Primary Clinical and Research Applications
Clinical trials – Primary or secondary endpoint to assess treatment impact on HRQoL; required by FDA/EMA for labeling claims of new drugs and devices
Economic evaluation (cost-utility analysis) – Calculation of quality-adjusted life years (QALYs) for cost-effectiveness analysis; preferred instrument by NICE (UK), ZIN (Netherlands), CADTH (Canada), and other HTA bodies
Population health surveys – Monitoring population health trends, health inequalities, and disease burden (e.g., National Health Interview Survey, Health Survey for England)
National quality registries – Comparing outcomes across providers; risk adjustment for case mix (e.g., Norwegian Rehabilitation Register, Swedish Quality Registers, English NHS PROMs program for hip/knee replacement)
Routine clinical practice – Individual patient monitoring of HRQoL over time; identifying problems in dimensions not otherwise captured (pain, anxiety, functional limitations)
Rehabilitation assessment – Measuring change from admission to discharge in inpatient and outpatient rehabilitation settings; validated across multiple diagnostic groups (stroke, brain injury, amputation, neurologic disorders, musculoskeletal conditions)
Resource allocation and priority setting – Informing coverage decisions, formulary placement, and disinvestment strategies
EQ-5D-3L vs EQ-5D-5L Comparison
| Feature | EQ-5D-3L | EQ-5D-5L | EQ-5D-Y (Youth) |
|---|---|---|---|
| Number of levels per dimension | 3 (no problems, some problems, extreme problems/unable to) | 5 (no, slight, moderate, severe, extreme/unable to) | 3 (similar to 3L, child-friendly wording) |
| Number of possible health states | 243 (3⁵) | 3,125 (5⁵) | 243 (3⁵) |
| Dimensions | Mobility, Self-care, Usual activities, Pain/discomfort, Anxiety/depression | Same 5 dimensions | Same 5 dimensions, adapted wording |
| Recall period | "Today" (descriptive system); no explicit recall for VAS | Same | Same |
| Age range | Adults (≥18 years) | Adults (≥18 years) | Children and youth (typically 8-15 years, but up to 18) |
| Value sets available | Multiple countries (UK, US, Germany, Japan, etc.) | Growing number of countries (UK, US, Netherlands, Canada, Japan, etc.); UK value set mapped from 3L | Limited number (e.g., England, Germany, Japan) |
| Psychometric advantages | Simpler, faster, less cognitive burden | Greater precision, fewer ceiling effects (better discrimination at "no problems" end), higher responsiveness | Child-appropriate language and examples; can be self- or proxy-reported |
| Year introduced | 1990 (original), revised 1997 | 2011 | 2010 |
EQ-5D-5L Rehabilitation Validation Study (Garratt et al. 2024) – Key Findings
Study: Multicenter observational study of 1,167 inpatients receiving specialized rehabilitation in Norway (5 facilities, stroke/brain injury 33%, neurologic/neuromuscular 26%, complex disorders 16%).

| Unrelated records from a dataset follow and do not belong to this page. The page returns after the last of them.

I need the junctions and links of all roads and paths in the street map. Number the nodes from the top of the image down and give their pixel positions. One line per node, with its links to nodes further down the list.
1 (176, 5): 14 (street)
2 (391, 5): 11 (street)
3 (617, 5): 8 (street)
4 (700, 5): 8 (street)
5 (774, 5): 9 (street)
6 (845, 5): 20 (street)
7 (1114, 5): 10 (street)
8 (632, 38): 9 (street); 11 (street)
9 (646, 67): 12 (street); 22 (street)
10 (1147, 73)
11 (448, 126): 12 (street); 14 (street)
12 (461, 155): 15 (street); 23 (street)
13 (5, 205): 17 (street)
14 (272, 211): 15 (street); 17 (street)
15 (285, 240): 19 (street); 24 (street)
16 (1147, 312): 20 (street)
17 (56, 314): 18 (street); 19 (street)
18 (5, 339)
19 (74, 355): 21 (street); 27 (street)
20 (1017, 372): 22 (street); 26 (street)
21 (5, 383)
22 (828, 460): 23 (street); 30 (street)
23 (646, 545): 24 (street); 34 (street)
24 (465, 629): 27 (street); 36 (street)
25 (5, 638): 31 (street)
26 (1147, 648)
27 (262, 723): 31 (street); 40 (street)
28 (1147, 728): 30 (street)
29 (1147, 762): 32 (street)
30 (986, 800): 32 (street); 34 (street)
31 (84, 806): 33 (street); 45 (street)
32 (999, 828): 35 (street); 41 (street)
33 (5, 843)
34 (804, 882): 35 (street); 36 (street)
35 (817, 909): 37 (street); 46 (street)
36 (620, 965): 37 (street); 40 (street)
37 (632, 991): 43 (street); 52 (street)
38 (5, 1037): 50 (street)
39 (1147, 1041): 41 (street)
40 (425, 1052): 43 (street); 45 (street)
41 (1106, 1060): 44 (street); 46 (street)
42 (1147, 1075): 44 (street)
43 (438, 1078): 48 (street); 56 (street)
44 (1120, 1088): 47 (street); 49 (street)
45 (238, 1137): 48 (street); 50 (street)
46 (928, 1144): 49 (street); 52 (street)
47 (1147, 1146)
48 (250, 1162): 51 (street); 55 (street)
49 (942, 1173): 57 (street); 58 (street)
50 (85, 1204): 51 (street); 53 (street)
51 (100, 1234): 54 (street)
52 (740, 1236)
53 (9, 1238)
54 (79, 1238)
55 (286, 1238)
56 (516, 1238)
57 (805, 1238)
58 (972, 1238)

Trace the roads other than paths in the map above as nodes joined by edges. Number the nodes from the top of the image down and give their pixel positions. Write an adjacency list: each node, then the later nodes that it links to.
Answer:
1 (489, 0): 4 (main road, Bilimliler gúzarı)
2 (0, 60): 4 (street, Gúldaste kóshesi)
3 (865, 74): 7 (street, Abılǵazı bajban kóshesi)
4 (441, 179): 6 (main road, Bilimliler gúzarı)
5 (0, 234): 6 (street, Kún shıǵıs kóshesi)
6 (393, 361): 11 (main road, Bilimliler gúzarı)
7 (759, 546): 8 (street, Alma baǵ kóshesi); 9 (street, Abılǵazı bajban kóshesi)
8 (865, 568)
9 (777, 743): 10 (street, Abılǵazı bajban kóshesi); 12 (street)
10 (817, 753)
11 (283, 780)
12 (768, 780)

Mean age: 56.1 years (range 18-91). Female: 43%. Key findings:
• Construct validity supported: As hypothesized, poorer scores were associated with more secondary diagnoses, admission from secondary care (vs home), and need for help completing the questionnaire.
• Responsiveness: Statistically significant improvements (P<.01) in all dimensions, EQ-5D-5L index (mean change 0.16, SD 0.26), and EQ VAS (mean change 11.73, SD 18.42) – exceeding minimal important difference estimates.
• Score distributions: At admission, rehabilitation patients had 550 different health states vs 156 in age/sex-matched general population; only 2.9% had full health (11111) vs 32.9% of general population.
• Help with completion: 44% of patients required assistance (explaining, reading, checking boxes), associated with poorer health on mobility, self-care, and usual activities – indicating trained staff appropriately identified patients needing support.
• Conclusion: EQ-5D-5L is valid and responsive in specialized rehabilitation settings; supports use in national quality registries.